By Sunil Subramaniam, Financial Sector Veteran & Ex-MD of Sundaram Mutual Fund, Chennai
As a summer of geopolitical heat and “Trump-induced” volatility looms, market it seems has not yet found its bottom
A. Crucial Earnings Season:
DIIs are keeping their gunpowder ready for the earnings season as waning net positive DII flows—Rs 2,400 crore on Friday and just Rs 1,000 crore on Thursday—are evidence that domestic institutions are not yet willing to step in decisively.
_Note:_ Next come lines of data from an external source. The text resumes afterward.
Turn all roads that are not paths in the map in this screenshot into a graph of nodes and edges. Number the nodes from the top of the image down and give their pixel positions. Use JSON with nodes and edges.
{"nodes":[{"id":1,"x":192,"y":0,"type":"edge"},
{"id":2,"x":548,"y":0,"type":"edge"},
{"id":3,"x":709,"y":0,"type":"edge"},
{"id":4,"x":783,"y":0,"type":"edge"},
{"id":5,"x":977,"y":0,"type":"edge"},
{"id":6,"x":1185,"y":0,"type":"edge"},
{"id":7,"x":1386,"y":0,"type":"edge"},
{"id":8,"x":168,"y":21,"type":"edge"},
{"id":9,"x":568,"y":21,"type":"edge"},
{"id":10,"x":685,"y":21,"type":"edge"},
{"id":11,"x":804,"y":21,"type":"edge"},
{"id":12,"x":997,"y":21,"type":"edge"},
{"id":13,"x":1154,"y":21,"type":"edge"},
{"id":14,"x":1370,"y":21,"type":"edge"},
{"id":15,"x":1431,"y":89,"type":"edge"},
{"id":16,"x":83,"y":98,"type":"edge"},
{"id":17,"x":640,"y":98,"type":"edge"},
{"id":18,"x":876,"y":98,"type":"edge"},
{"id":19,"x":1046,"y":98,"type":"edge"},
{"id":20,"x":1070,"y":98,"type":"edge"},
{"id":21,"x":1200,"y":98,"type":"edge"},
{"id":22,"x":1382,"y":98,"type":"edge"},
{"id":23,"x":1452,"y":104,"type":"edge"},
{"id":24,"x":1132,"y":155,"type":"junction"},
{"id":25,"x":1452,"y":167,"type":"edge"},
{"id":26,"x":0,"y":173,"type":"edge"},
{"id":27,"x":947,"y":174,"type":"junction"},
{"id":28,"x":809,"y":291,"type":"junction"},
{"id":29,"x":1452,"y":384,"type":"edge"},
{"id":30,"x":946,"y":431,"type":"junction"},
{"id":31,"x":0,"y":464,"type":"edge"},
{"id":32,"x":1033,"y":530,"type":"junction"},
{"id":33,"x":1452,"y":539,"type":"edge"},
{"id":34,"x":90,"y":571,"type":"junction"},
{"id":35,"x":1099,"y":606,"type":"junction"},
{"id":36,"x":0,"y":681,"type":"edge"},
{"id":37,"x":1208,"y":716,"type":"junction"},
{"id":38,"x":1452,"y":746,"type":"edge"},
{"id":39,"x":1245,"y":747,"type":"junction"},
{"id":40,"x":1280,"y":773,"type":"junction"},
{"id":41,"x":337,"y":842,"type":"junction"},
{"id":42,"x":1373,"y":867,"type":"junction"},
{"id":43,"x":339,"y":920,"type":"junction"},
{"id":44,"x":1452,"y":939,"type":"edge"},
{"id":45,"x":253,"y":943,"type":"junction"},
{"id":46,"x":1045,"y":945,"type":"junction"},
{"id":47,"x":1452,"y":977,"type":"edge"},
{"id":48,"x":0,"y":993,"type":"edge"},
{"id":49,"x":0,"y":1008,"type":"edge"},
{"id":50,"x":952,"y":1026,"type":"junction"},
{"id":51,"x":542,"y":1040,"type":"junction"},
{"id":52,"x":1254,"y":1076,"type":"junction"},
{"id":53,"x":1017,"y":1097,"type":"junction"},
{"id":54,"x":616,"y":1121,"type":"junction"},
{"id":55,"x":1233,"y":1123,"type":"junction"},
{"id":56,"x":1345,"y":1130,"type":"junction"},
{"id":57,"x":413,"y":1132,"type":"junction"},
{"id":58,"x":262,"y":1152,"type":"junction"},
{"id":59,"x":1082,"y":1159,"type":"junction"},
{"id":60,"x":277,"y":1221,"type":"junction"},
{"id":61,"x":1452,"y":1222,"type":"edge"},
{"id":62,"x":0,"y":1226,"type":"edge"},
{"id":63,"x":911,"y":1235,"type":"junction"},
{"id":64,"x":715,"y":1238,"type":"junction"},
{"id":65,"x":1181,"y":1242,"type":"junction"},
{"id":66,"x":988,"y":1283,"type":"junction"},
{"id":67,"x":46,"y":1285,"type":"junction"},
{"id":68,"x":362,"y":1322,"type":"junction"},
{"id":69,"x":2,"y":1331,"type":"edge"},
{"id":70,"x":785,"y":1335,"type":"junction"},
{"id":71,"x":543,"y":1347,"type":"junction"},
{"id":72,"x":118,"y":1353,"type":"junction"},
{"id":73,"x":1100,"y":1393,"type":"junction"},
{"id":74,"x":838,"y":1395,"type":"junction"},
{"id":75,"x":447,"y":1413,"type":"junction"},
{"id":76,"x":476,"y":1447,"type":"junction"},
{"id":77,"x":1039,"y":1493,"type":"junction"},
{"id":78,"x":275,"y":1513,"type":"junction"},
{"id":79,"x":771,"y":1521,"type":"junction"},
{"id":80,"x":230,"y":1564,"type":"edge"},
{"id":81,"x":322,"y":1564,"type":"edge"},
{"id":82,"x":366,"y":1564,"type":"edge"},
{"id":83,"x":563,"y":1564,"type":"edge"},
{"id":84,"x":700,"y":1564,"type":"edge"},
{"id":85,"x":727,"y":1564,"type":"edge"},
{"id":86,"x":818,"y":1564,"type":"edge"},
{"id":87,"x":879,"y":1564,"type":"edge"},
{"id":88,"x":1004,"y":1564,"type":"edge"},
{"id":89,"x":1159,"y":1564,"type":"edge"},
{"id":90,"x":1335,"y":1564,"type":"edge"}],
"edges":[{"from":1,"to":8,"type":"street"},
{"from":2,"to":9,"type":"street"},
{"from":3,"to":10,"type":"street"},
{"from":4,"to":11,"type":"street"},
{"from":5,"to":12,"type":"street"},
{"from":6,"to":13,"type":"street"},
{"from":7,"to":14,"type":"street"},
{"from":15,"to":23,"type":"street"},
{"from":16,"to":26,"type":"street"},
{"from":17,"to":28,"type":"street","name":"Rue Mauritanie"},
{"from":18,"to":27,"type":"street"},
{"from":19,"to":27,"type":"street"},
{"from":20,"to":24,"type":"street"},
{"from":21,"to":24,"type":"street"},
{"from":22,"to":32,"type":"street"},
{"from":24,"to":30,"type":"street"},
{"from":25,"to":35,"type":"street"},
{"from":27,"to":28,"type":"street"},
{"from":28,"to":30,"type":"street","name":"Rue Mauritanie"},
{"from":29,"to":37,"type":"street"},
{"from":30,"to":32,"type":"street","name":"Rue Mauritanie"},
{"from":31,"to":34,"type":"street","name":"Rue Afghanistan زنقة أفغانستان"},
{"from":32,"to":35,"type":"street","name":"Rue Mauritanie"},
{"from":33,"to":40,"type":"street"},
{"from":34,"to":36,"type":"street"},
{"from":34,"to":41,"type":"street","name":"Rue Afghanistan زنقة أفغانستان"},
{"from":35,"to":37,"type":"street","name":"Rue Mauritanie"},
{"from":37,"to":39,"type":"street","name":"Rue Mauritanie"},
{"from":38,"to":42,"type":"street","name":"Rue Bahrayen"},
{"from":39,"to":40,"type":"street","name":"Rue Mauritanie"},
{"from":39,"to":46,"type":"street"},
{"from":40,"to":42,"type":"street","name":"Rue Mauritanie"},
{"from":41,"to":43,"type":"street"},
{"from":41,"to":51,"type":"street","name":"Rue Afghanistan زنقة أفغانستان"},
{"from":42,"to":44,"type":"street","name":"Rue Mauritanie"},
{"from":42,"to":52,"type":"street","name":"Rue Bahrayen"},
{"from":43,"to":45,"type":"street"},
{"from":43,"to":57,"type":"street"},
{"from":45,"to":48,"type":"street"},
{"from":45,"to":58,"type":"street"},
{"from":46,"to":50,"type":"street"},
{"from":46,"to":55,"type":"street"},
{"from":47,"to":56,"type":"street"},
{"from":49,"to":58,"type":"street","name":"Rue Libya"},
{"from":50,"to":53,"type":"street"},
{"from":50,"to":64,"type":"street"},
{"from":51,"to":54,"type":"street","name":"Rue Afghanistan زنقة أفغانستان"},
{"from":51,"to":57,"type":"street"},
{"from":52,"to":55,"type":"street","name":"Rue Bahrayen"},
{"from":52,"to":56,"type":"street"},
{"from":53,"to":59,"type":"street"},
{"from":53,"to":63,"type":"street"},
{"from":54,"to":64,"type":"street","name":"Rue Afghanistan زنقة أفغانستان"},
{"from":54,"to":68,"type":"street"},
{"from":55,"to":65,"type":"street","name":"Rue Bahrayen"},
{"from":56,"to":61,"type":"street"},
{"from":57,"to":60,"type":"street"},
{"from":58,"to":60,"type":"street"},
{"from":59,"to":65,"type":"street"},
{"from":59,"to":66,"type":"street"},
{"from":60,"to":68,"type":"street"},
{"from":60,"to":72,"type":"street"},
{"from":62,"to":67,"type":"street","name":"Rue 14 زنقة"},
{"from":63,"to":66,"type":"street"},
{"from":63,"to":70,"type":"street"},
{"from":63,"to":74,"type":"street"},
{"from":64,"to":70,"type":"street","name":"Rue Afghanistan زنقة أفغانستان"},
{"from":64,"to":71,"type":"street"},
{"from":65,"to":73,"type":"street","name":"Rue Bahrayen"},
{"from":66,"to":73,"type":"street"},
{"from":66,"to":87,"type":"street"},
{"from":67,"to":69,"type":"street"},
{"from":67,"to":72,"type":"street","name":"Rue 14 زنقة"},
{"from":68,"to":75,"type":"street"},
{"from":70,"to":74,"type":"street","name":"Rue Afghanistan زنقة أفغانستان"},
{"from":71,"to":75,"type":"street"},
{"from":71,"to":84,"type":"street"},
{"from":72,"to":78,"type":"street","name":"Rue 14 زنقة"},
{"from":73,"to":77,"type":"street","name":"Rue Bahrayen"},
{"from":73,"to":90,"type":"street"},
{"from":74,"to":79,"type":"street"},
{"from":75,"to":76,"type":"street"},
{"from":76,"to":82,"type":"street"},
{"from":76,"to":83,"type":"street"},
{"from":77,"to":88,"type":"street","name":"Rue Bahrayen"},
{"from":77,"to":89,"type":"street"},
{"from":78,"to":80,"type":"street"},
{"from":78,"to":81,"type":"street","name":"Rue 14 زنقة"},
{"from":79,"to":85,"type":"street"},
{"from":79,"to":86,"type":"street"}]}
The earnings season, is unusually consequential. The March quarter will see companies absorb the oil price shock to varying degrees, but that is already in the consensus estimates of analysts. What matters more is the guidance — specifically, what FY26-27 Nifty, mid and small cap EPS trajectories will look like, and whether forward PE multiples, which are currently below 5-10 year averages, can hold once earnings estimates are downgraded. For eg, Earlier, there was a 14% expectation for the Nifty EPS; Whether it comes down to 12% or 11% will shape how the market re-rates from here.
B. Key Sector Watch
B1. Consumption: The Summer Test
A key sector to watch is consumer discretionary which has strong seasonality. Summer demand data, for consumer durables, will be the real signal, not the current quarter’s earnings, which will be anyway be weighed down by elevated input costs from oil, steel, and other commodities.
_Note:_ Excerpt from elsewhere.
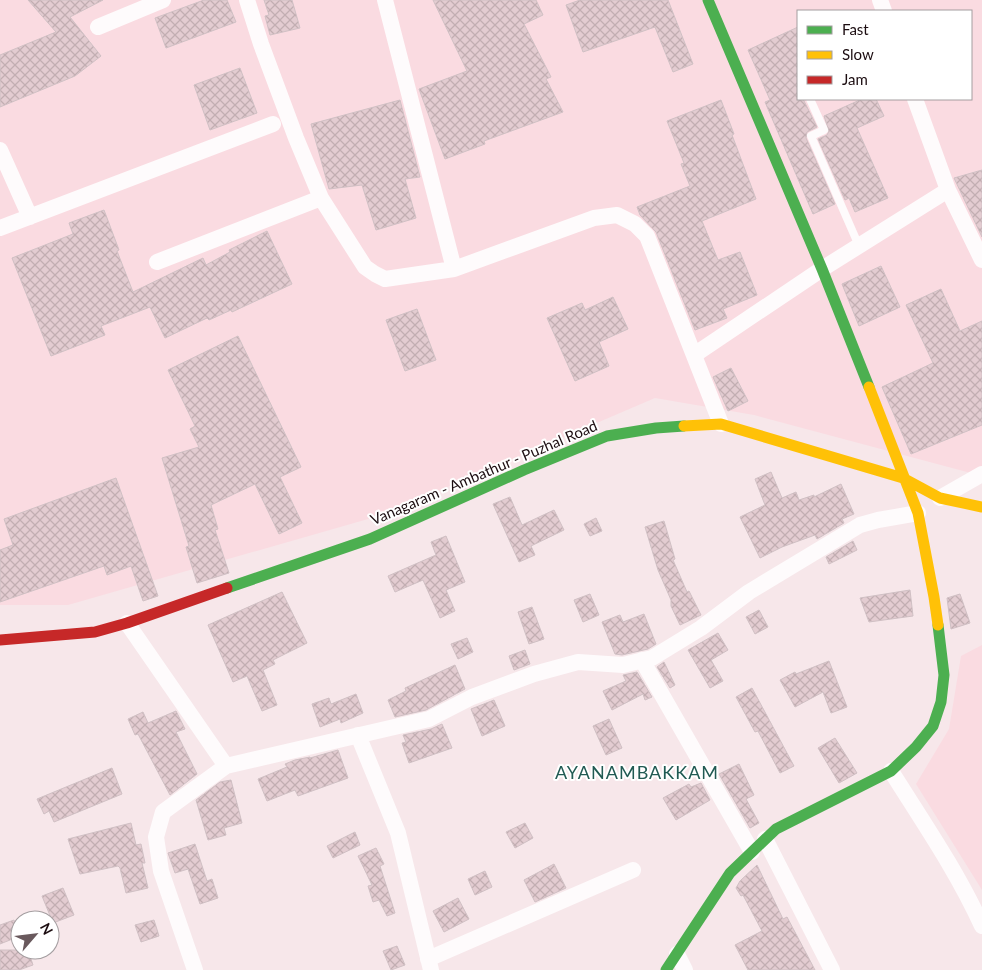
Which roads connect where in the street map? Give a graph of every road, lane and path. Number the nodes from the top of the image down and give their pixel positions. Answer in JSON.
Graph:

If that gives a positive, then the future quarters’ earnings are likely to look good.
Layered on top of that is the monsoon. How rainfall develops will determine rural demand, with direct implications for FMCG and allied sectors.
B2. Banking: NIMs in the Crossfire
Banks present a more nuanced picture. Interest rates show no sign of being cut anytime soon — in the US or India — but credit growth remains robust. The critical question is whether that credit momentum can be sustained.
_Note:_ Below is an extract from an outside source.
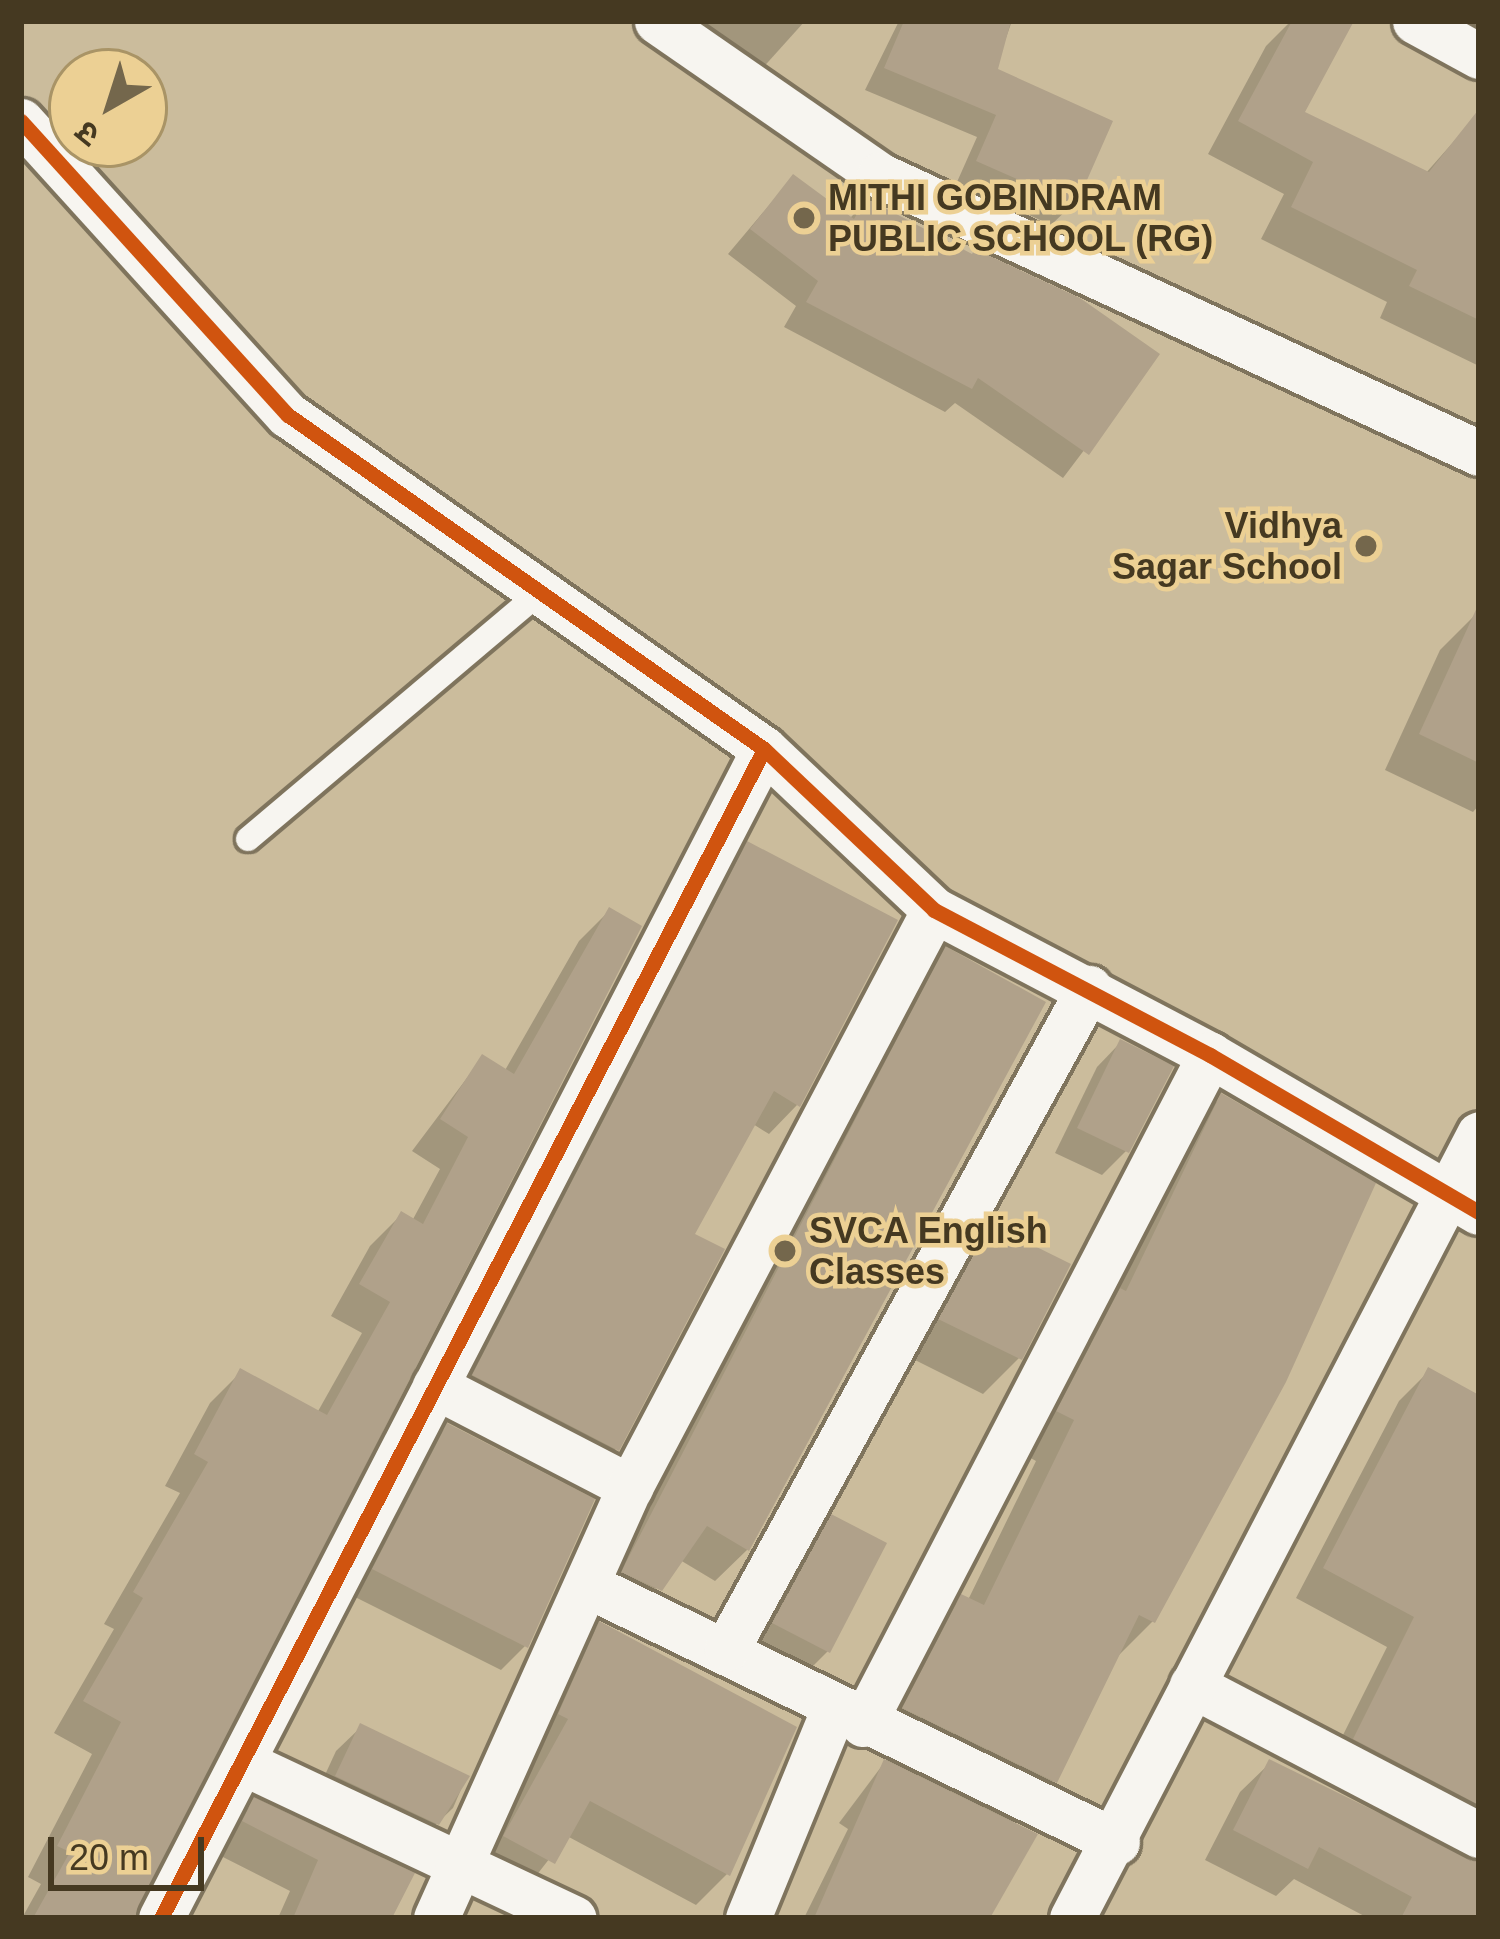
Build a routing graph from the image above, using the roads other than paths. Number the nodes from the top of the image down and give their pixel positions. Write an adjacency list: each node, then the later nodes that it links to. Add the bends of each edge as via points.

If summer consumer demand holds up, and people are willing to take on higher EMIs to buy durables even in a higher-rate environment, partly cushioned by the GST cut, then banks can defend their pricing power and protect net interest margins. But if consumers pull back and retail lending slows, the pressure on NIMs could intensify, with deposit costs remaining firm or rising modestly given the inflationary backdrop.
Private sector banks and NBFCs, are especially sensitive to this dynamic, given their heavy reliance on the retail lending segment.
B3. Capital Goods: Watching for Private Capex Surprises
This earnings season stock market analysts will be watching for any signal that companies are beginning to talk about capacity expansion.
If companies during their earnings call are talking about expanding capacities, then that is good news. With capital goods stocks already under pressure, any such signal could make the current moment an attractive entry point for investors willing to look through near-term weakness.
C. Domestic Equity Investors are they proving to be trigger happy?
Retail investors, meanwhile, jumped back in on Thursday and Friday, as midcaps and smallcaps outperformed largecaps through the week. SIP inflows stood at Rs 32,000 crore, with overall mutual fund inflows at Rs 40,000 crore. But Retail may be overreacting, as Trump-induced volatility will remain a dark cloud in the near term.
For investors who are sitting on cash, this is an accumulation phase, not a trading phase. The war-driven oil spike, is time-limited. Once it resolves, oil may not return to $65 but could settle in the $80-85 range, a level the Indian economy can absorb, albeit at a slightly lower growth rate.
When the dust settles, India will continue to be a long-term attractive market.
But, investors must avoid the temptation to reposition portfolios amid the uncertainty. For eg, investors should learn from the counterintuitive price action seen in gold and banking, both sectors widely expected to be war-insulated, yet both have taken hits. Investors should continue to hold a diversified portfolio close to what they had before the conflict escalated.
For those investors who are already fully deployed with the advice is simpler still – Just stay quiet. Do not engage in panic-related selling.
Investors, should remain in a systematic accumulation phase, staying patient, avoiding panic selling.
About the author:
Sunil Subramaniam, Former Managing Director and CEO of Sundaram Mutual Fund, is among the most seasoned voices in India’s investment management industry, with a career spanning over four decades across banking, insurance, and asset management. Currently, he advises several investment firms and financial institutions on macroeconomic trends, market strategy and asset allocation among others. He also runs a YouTube channel, ‘Sense and Simplicity by Sunil’, where he breaks down complex market trends, macroeconomic developments, and investment strategies into accessible insights for retail investors.
(Disclaimer: The views expressed are those of the author. Please consult your financial advisor before investing in stocks.)